HAKSÖZ-HABER
Oğuz Demiralp, T24’teki köşesinde onuncu yılı münasebetiyle Suriye İntifadasını konu alan bir yazı yazdı.
Bazı tespit ve yaklaşımları tartışmalı olmakla birlikte, genel olarak tutarlı ve hakkaniyetli şekilde tanımlanabilecek böyle bir yazının T24’te yayımlandığını görmek doğrusu Suriye meselesine yaklaşımda vicdanın halen büsbütün körelmediğine dair umudu perçinliyor.
Oğuz Demiralp’ın “Suriye faciası unutuluyor mu?” başlıklı yazısından öne çıkan bazı vurguları aşağıya iktibas ediyoruz:
-Geçtiğimiz hafta Suriye faciasının başlamasının 10'uncu yıldönümüydü. Uluslararası kamuoyunda yeterince anımsandığı izlenimini almadım. BM Genel Sekreteri 10 Mart günü bir açıklama yaptı. Suriye konusunun birinci sayfalardan düştüğünü alaylı şekilde belirttikten sonra 10 yıldır neler olup bittiğini başlıklar halinde anımsatmaya çalıştı.
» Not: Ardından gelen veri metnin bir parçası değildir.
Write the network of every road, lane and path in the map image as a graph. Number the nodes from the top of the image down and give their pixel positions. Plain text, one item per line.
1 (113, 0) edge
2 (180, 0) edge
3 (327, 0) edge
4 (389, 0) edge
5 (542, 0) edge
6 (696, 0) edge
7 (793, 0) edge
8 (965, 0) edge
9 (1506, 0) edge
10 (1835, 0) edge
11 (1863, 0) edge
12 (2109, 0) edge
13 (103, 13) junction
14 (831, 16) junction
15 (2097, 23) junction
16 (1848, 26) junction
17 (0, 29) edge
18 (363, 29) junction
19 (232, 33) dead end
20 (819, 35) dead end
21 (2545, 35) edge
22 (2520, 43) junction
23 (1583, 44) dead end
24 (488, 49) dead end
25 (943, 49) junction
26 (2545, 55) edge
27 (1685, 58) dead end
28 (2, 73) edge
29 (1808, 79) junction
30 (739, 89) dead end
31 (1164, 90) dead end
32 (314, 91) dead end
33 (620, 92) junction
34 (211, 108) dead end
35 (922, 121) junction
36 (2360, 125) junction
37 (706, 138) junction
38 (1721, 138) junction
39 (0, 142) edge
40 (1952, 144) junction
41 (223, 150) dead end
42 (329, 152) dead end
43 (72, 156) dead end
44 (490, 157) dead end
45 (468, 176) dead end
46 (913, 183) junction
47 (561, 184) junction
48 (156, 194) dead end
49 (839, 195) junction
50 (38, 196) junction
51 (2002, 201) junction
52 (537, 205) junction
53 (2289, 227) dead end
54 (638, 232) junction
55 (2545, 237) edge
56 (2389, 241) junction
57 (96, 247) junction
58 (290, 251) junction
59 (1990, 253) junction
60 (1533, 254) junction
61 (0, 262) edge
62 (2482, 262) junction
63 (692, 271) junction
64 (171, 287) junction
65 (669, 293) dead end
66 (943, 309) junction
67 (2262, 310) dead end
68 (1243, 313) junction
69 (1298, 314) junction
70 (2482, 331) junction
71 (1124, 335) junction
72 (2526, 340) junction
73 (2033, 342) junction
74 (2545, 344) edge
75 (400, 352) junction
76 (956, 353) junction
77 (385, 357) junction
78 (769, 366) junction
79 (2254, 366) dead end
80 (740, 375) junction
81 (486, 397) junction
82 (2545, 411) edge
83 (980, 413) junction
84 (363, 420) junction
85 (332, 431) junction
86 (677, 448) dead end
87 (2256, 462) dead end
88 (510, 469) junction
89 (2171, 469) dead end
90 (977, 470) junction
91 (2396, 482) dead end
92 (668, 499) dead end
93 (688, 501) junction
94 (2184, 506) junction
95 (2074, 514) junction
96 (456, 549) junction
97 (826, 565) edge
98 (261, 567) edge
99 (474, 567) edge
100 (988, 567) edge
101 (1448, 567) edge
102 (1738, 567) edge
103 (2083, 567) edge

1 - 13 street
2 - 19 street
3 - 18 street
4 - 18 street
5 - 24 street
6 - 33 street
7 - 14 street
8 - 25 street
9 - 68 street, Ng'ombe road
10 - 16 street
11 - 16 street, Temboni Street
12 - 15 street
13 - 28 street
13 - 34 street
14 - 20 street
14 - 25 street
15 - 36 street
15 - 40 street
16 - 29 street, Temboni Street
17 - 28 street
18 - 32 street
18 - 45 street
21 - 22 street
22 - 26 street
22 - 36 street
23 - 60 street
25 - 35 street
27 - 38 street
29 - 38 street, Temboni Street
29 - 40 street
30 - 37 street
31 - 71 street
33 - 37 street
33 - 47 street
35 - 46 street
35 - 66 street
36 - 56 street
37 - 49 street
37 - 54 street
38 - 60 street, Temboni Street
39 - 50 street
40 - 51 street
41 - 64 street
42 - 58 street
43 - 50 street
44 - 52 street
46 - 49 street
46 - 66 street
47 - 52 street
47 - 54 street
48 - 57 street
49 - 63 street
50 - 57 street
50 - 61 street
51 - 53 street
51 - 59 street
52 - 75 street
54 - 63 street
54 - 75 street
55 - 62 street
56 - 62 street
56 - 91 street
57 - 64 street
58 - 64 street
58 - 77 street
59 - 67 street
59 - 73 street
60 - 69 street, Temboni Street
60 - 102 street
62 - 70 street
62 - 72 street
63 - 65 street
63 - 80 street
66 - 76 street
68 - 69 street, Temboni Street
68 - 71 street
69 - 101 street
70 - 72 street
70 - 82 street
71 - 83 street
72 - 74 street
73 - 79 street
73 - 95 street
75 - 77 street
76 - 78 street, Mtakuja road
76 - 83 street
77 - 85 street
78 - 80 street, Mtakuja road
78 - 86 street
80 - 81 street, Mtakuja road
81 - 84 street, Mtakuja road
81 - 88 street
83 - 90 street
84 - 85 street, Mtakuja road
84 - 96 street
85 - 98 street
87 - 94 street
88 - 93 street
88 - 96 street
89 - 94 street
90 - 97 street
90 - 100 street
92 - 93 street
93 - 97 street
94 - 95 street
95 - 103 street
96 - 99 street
BM İnsan Hakları Konseyinin kurduğu Suriye Bağımsız Araştırma Komisyonu da on yılın özetini içeren ve bugünkü durumu betimleyen ayrıntılı bir rapor yayımladı. Bizim ülkede böyle raporları kim okudu, okur, bilmiyorum, ama "Suriye faciasının boyutlarını anlamak için bu belgeye bir göz atın" derim (A/HRC/46/54). Okudukça insanın tüyleri ürperiyor, dünyaya, insanlığa lanet edesi geliyor. Suriye faciası uluslararası toplumun utanç verici bir başarısızlığıdır. Sadece şunu ya da bunu aptalca suçlamanın bir anlamı yoktur. Sorumluluk kolektiftir...
Rapor bize facianın başlangıç günlerini de anımsatıyor. 14 yaşındaki Thamir Al-Sharee ile 13 yaşındaki Hamza Ali Al-Khateeb'in işkenceyle öldürüldükleri günlere geri götürüyor bizi. Gene o sıralarda 13 Ağustos 2011 günü, Al Ladhiqiyah'da Suriyeli bir subay 2 yaşındaki bir kızı ilerde gösterici olmasın diye öldürmüştü, bir tanığın doğrulanan ifadesine göre. O yıl 256 çocuk yaşamını yitirdi çatışmalarda. O yıldan beri çocuklar gün görmedi Suriye'de. Nüfusunun yarısı yerinden edilmiş, harap olmuş bir ülke. 10 yıldır insan hakları felaketi yaşanıyor Suriye'de. İhlal edilmedik insan hakları ve insani hukuk kuralı kalmadı…
-Esad kendisinin yönetemeyeceği bir bütün Suriye yerine iktidarını sürdürebileceği yarım Suriye'yi tercih eder. Öte yandan, Kürtler Rojava'da ayrı yönetim denemesini sürdürüyor. Bizim dışımızda kimsenin bundan büyük bir rahatsızlık duymadığı görülüyor. Suriye'de bir bölünmüşlük hali sanki statükoya dönüşmüş gibi. Büyük çatışmalar ve nüfus hareketleri olmadıkça dış dünya da eskisi gibi yakından izlemiyor, yavaş yavaş unutuyor Suriye'yi. İşlenen suçlar da yapanların yanına kalıyor, çoğunluğun umrunda değil sanki…
-Var mı bir Suriye vizyonumuz? Bizim açımızdan Suriye sorunu YPG/SDG'ye indirgenmiş görünüyor. Bu yapılanmaları bizim dışımızda hiç bir gücün terörist olarak görmemesi de işimizi kolaylaştırmıyor. Hele ABD'nin tavrı! Suriye Kürtleri konusunda ABD ile ortak bir anlayışa varabileceğimize dair bir işaret var mı? Peki, Astana sürecinden karşılıklı birbirini idare etmek dışında ciddi bir beklentisi olan kaldı mı? Son toplantının ortak bildirisini gördük. Dişe dokunur öğeler içerdiğini söylemek güç…
Türkiye'nin YPG / SDG konusunun ötesine geçen, Suriye sorununu bütün bir olarak kavrayıp uluslararası camiayı diplomatik açıdan hareketlendirecek yeni bir yaklaşım geliştirmesi şarttır.